**** The records

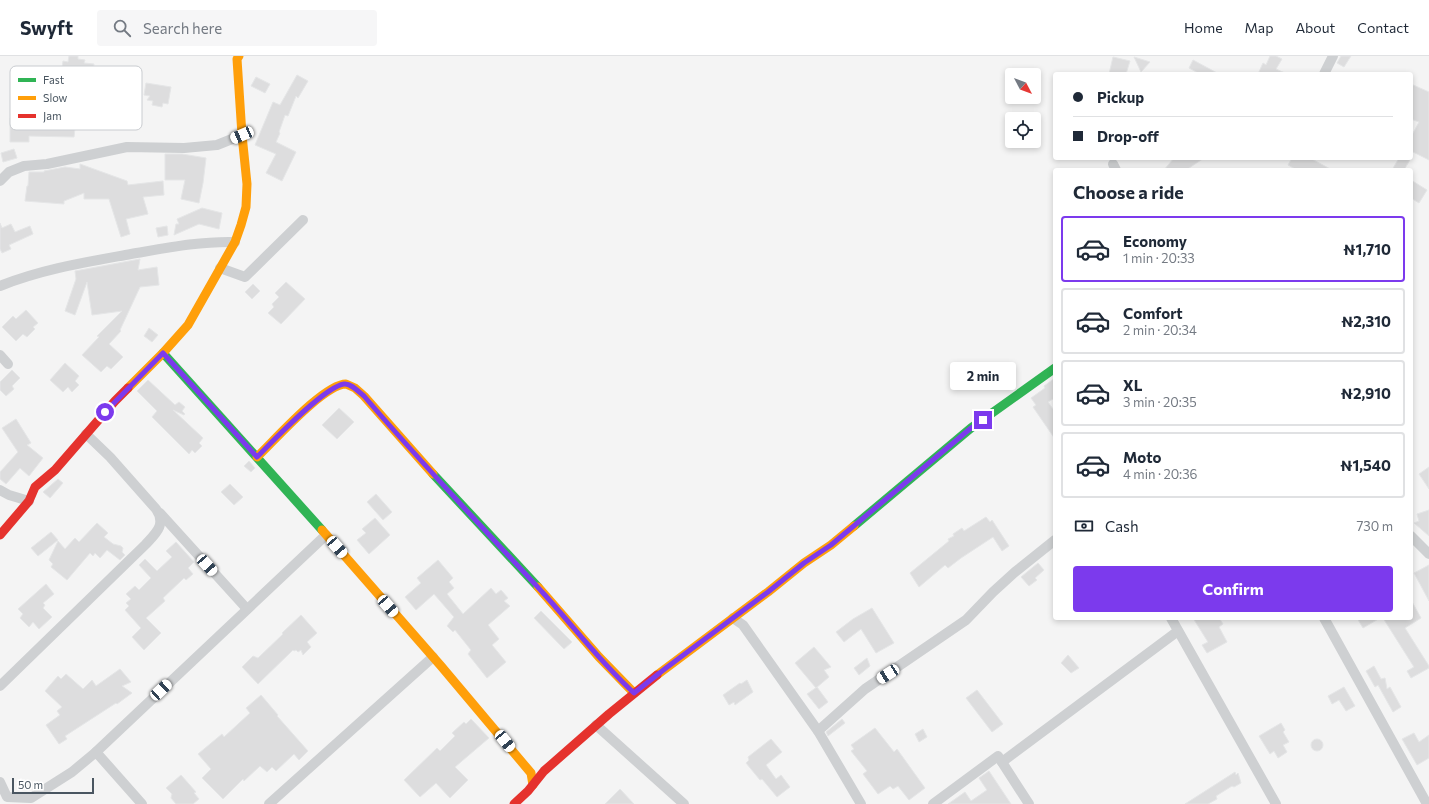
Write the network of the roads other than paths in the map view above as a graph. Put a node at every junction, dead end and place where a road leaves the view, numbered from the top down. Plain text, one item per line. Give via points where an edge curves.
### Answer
1 (1333, 56) edge
2 (235, 57) edge
3 (1325, 72) edge
4 (242, 135) junction
5 (0, 181) edge
6 (303, 220) dead end
7 (235, 242) junction
8 (220, 268) junction
9 (0, 286) edge
10 (163, 353) junction
11 (0, 355) edge
12 (8, 364) dead end
13 (1053, 369) edge
14 (86, 434) junction
15 (257, 457) junction
16 (0, 490) edge
17 (29, 501) junction
18 (156, 509) junction
19 (0, 535) edge
20 (326, 535) junction
21 (1413, 538) edge
22 (1053, 542) edge
23 (1429, 554) edge
24 (247, 609) junction
25 (733, 618) junction
26 (1171, 620) edge
27 (1325, 620) edge
28 (1178, 631) junction
29 (433, 657) junction
30 (0, 686) edge
31 (634, 693) junction
32 (596, 725) junction
33 (818, 731) junction
34 (96, 752) junction
35 (1002, 762) junction
36 (544, 771) junction
37 (531, 773) junction
38 (0, 782) edge
39 (533, 785) junction
40 (142, 804) edge
41 (269, 804) edge
42 (514, 804) edge
43 (684, 804) edge
44 (861, 804) edge
45 (933, 804) edge
46 (1029, 804) edge
47 (1276, 804) edge
48 (1427, 804) edge

1 - 3 street
2 - 4 street
4 - 5 street via 209,146 127,147 47,164 24,166 9,172
4 - 7 street via 247,184 246,207
6 - 8 street via 244,277
7 - 8 street
7 - 9 street via 183,245 97,260 23,276
8 - 10 street via 188,325
10 - 14 street
10 - 15 street
11 - 12 street
13 - 25 street via 971,428 831,545
14 - 17 street via 55,470 35,487
14 - 18 street
15 - 20 street
15 - 31 street via 328,391 344,384 351,386 364,396 557,608 616,677
16 - 17 street
17 - 19 street
18 - 24 street
18 - 30 street via 161,523 156,533
20 - 24 street
20 - 29 street
21 - 23 street
22 - 33 street via 1015,572 966,620 865,689
24 - 34 street
25 - 31 street
25 - 33 street via 743,625
26 - 28 street
27 - 48 street
28 - 35 street
28 - 47 street
29 - 37 street
29 - 41 street
31 - 32 street
32 - 36 street
32 - 43 street
33 - 44 street
34 - 38 street via 72,772 31,798 7,797
34 - 40 street
35 - 45 street via 998,756
35 - 46 street
36 - 37 street
36 - 39 street
37 - 39 street
39 - 42 street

********

__What this task involves__
All that's required is the material above repeated exactly, minus any picture.

__Answer to this problem__
Write the network of the roads other than paths in the map view above as a graph. Put a node at every junction, dead end and place where a road leaves the view, numbered from the top down. Plain text, one item per line. Give via points where an edge curves.
### Answer
1 (1333, 56) edge
2 (235, 57) edge
3 (1325, 72) edge
4 (242, 135) junction
5 (0, 181) edge
6 (303, 220) dead end
7 (235, 242) junction
8 (220, 268) junction
9 (0, 286) edge
10 (163, 353) junction
11 (0, 355) edge
12 (8, 364) dead end
13 (1053, 369) edge
14 (86, 434) junction
15 (257, 457) junction
16 (0, 490) edge
17 (29, 501) junction
18 (156, 509) junction
19 (0, 535) edge
20 (326, 535) junction
21 (1413, 538) edge
22 (1053, 542) edge
23 (1429, 554) edge
24 (247, 609) junction
25 (733, 618) junction
26 (1171, 620) edge
27 (1325, 620) edge
28 (1178, 631) junction
29 (433, 657) junction
30 (0, 686) edge
31 (634, 693) junction
32 (596, 725) junction
33 (818, 731) junction
34 (96, 752) junction
35 (1002, 762) junction
36 (544, 771) junction
37 (531, 773) junction
38 (0, 782) edge
39 (533, 785) junction
40 (142, 804) edge
41 (269, 804) edge
42 (514, 804) edge
43 (684, 804) edge
44 (861, 804) edge
45 (933, 804) edge
46 (1029, 804) edge
47 (1276, 804) edge
48 (1427, 804) edge

1 - 3 street
2 - 4 street
4 - 5 street via 209,146 127,147 47,164 24,166 9,172
4 - 7 street via 247,184 246,207
6 - 8 street via 244,277
7 - 8 street
7 - 9 street via 183,245 97,260 23,276
8 - 10 street via 188,325
10 - 14 street
10 - 15 street
11 - 12 street
13 - 25 street via 971,428 831,545
14 - 17 street via 55,470 35,487
14 - 18 street
15 - 20 street
15 - 31 street via 328,391 344,384 351,386 364,396 557,608 616,677
16 - 17 street
17 - 19 street
18 - 24 street
18 - 30 street via 161,523 156,533
20 - 24 street
20 - 29 street
21 - 23 street
22 - 33 street via 1015,572 966,620 865,689
24 - 34 street
25 - 31 street
25 - 33 street via 743,625
26 - 28 street
27 - 48 street
28 - 35 street
28 - 47 street
29 - 37 street
29 - 41 street
31 - 32 street
32 - 36 street
32 - 43 street
33 - 44 street
34 - 38 street via 72,772 31,798 7,797
34 - 40 street
35 - 45 street via 998,756
35 - 46 street
36 - 37 street
36 - 39 street
37 - 39 street
39 - 42 street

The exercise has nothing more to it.